What is needed - Transcribe the entries in full, keeping each word as it is.

(Dataset entries)
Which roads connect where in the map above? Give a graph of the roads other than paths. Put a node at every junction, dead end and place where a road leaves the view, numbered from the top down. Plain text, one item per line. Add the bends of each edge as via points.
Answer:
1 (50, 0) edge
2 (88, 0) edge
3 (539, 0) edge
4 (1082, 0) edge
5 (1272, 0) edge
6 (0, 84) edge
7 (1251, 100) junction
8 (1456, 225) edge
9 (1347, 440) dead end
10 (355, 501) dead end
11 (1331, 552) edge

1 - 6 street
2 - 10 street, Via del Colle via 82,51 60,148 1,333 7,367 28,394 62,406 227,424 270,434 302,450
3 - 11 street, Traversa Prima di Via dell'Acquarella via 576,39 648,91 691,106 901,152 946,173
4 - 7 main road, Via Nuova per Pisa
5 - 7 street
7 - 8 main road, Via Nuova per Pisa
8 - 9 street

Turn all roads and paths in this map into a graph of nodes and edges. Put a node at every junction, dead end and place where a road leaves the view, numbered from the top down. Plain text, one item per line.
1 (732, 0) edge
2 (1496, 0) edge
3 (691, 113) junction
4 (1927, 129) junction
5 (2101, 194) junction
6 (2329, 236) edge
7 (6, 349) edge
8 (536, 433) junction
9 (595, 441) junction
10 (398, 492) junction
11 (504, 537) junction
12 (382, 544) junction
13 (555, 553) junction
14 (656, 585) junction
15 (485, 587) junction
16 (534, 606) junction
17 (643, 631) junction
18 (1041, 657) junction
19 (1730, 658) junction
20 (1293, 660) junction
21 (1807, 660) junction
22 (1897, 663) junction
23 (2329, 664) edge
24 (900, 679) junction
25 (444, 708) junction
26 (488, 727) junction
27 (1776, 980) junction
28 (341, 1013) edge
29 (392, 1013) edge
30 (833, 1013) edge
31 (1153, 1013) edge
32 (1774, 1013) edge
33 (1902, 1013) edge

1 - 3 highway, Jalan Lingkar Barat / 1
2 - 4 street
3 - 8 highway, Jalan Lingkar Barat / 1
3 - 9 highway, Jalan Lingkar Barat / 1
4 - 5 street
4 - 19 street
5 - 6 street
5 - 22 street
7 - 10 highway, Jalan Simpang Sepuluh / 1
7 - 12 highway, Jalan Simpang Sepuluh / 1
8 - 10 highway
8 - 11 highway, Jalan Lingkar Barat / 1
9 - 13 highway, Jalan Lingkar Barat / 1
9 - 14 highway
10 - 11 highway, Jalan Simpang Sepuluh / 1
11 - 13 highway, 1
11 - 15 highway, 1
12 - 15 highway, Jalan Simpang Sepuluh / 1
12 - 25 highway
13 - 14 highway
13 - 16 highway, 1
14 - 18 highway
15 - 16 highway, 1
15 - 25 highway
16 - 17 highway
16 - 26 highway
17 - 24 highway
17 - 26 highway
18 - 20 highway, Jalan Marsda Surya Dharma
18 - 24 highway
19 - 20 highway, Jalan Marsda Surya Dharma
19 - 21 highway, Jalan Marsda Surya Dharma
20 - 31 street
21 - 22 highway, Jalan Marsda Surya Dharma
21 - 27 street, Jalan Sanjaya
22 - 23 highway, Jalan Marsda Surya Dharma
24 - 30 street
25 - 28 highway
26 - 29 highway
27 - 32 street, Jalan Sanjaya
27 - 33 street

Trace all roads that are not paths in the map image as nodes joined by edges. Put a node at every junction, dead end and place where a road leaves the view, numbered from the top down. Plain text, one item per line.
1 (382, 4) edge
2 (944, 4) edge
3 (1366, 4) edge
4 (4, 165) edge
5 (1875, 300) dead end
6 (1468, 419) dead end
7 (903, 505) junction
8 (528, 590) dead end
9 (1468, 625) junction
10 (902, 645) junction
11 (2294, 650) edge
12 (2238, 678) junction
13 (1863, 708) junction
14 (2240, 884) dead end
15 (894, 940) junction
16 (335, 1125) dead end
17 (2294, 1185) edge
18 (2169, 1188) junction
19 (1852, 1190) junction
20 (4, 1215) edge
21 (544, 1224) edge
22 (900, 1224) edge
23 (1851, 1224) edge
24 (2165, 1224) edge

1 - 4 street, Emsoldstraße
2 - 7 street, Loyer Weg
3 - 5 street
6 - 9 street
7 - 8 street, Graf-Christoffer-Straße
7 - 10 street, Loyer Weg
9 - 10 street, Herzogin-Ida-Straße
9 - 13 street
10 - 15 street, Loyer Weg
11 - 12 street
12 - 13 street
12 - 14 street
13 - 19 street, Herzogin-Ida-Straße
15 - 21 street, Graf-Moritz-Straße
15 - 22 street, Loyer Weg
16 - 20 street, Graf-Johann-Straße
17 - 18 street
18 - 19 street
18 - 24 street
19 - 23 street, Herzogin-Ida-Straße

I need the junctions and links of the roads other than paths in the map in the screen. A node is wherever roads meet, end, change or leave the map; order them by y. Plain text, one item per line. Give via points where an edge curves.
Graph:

Written response -
Which roads connect where in the map above? Give a graph of the roads other than paths. Put a node at every junction, dead end and place where a road leaves the view, numbered from the top down. Plain text, one item per line. Add the bends of each edge as via points.
Answer:
1 (50, 0) edge
2 (88, 0) edge
3 (539, 0) edge
4 (1082, 0) edge
5 (1272, 0) edge
6 (0, 84) edge
7 (1251, 100) junction
8 (1456, 225) edge
9 (1347, 440) dead end
10 (355, 501) dead end
11 (1331, 552) edge

1 - 6 street
2 - 10 street, Via del Colle via 82,51 60,148 1,333 7,367 28,394 62,406 227,424 270,434 302,450
3 - 11 street, Traversa Prima di Via dell'Acquarella via 576,39 648,91 691,106 901,152 946,173
4 - 7 main road, Via Nuova per Pisa
5 - 7 street
7 - 8 main road, Via Nuova per Pisa
8 - 9 street

Turn all roads and paths in this map into a graph of nodes and edges. Put a node at every junction, dead end and place where a road leaves the view, numbered from the top down. Plain text, one item per line.
1 (732, 0) edge
2 (1496, 0) edge
3 (691, 113) junction
4 (1927, 129) junction
5 (2101, 194) junction
6 (2329, 236) edge
7 (6, 349) edge
8 (536, 433) junction
9 (595, 441) junction
10 (398, 492) junction
11 (504, 537) junction
12 (382, 544) junction
13 (555, 553) junction
14 (656, 585) junction
15 (485, 587) junction
16 (534, 606) junction
17 (643, 631) junction
18 (1041, 657) junction
19 (1730, 658) junction
20 (1293, 660) junction
21 (1807, 660) junction
22 (1897, 663) junction
23 (2329, 664) edge
24 (900, 679) junction
25 (444, 708) junction
26 (488, 727) junction
27 (1776, 980) junction
28 (341, 1013) edge
29 (392, 1013) edge
30 (833, 1013) edge
31 (1153, 1013) edge
32 (1774, 1013) edge
33 (1902, 1013) edge

1 - 3 highway, Jalan Lingkar Barat / 1
2 - 4 street
3 - 8 highway, Jalan Lingkar Barat / 1
3 - 9 highway, Jalan Lingkar Barat / 1
4 - 5 street
4 - 19 street
5 - 6 street
5 - 22 street
7 - 10 highway, Jalan Simpang Sepuluh / 1
7 - 12 highway, Jalan Simpang Sepuluh / 1
8 - 10 highway
8 - 11 highway, Jalan Lingkar Barat / 1
9 - 13 highway, Jalan Lingkar Barat / 1
9 - 14 highway
10 - 11 highway, Jalan Simpang Sepuluh / 1
11 - 13 highway, 1
11 - 15 highway, 1
12 - 15 highway, Jalan Simpang Sepuluh / 1
12 - 25 highway
13 - 14 highway
13 - 16 highway, 1
14 - 18 highway
15 - 16 highway, 1
15 - 25 highway
16 - 17 highway
16 - 26 highway
17 - 24 highway
17 - 26 highway
18 - 20 highway, Jalan Marsda Surya Dharma
18 - 24 highway
19 - 20 highway, Jalan Marsda Surya Dharma
19 - 21 highway, Jalan Marsda Surya Dharma
20 - 31 street
21 - 22 highway, Jalan Marsda Surya Dharma
21 - 27 street, Jalan Sanjaya
22 - 23 highway, Jalan Marsda Surya Dharma
24 - 30 street
25 - 28 highway
26 - 29 highway
27 - 32 street, Jalan Sanjaya
27 - 33 street

Trace all roads that are not paths in the map image as nodes joined by edges. Put a node at every junction, dead end and place where a road leaves the view, numbered from the top down. Plain text, one item per line.
1 (382, 4) edge
2 (944, 4) edge
3 (1366, 4) edge
4 (4, 165) edge
5 (1875, 300) dead end
6 (1468, 419) dead end
7 (903, 505) junction
8 (528, 590) dead end
9 (1468, 625) junction
10 (902, 645) junction
11 (2294, 650) edge
12 (2238, 678) junction
13 (1863, 708) junction
14 (2240, 884) dead end
15 (894, 940) junction
16 (335, 1125) dead end
17 (2294, 1185) edge
18 (2169, 1188) junction
19 (1852, 1190) junction
20 (4, 1215) edge
21 (544, 1224) edge
22 (900, 1224) edge
23 (1851, 1224) edge
24 (2165, 1224) edge

1 - 4 street, Emsoldstraße
2 - 7 street, Loyer Weg
3 - 5 street
6 - 9 street
7 - 8 street, Graf-Christoffer-Straße
7 - 10 street, Loyer Weg
9 - 10 street, Herzogin-Ida-Straße
9 - 13 street
10 - 15 street, Loyer Weg
11 - 12 street
12 - 13 street
12 - 14 street
13 - 19 street, Herzogin-Ida-Straße
15 - 21 street, Graf-Moritz-Straße
15 - 22 street, Loyer Weg
16 - 20 street, Graf-Johann-Straße
17 - 18 street
18 - 19 street
18 - 24 street
19 - 23 street, Herzogin-Ida-Straße

I need the junctions and links of the roads other than paths in the map in the screen. A node is wherever roads meet, end, change or leave the map; order them by y. Plain text, one item per line. Give via points where an edge curves.
Graph:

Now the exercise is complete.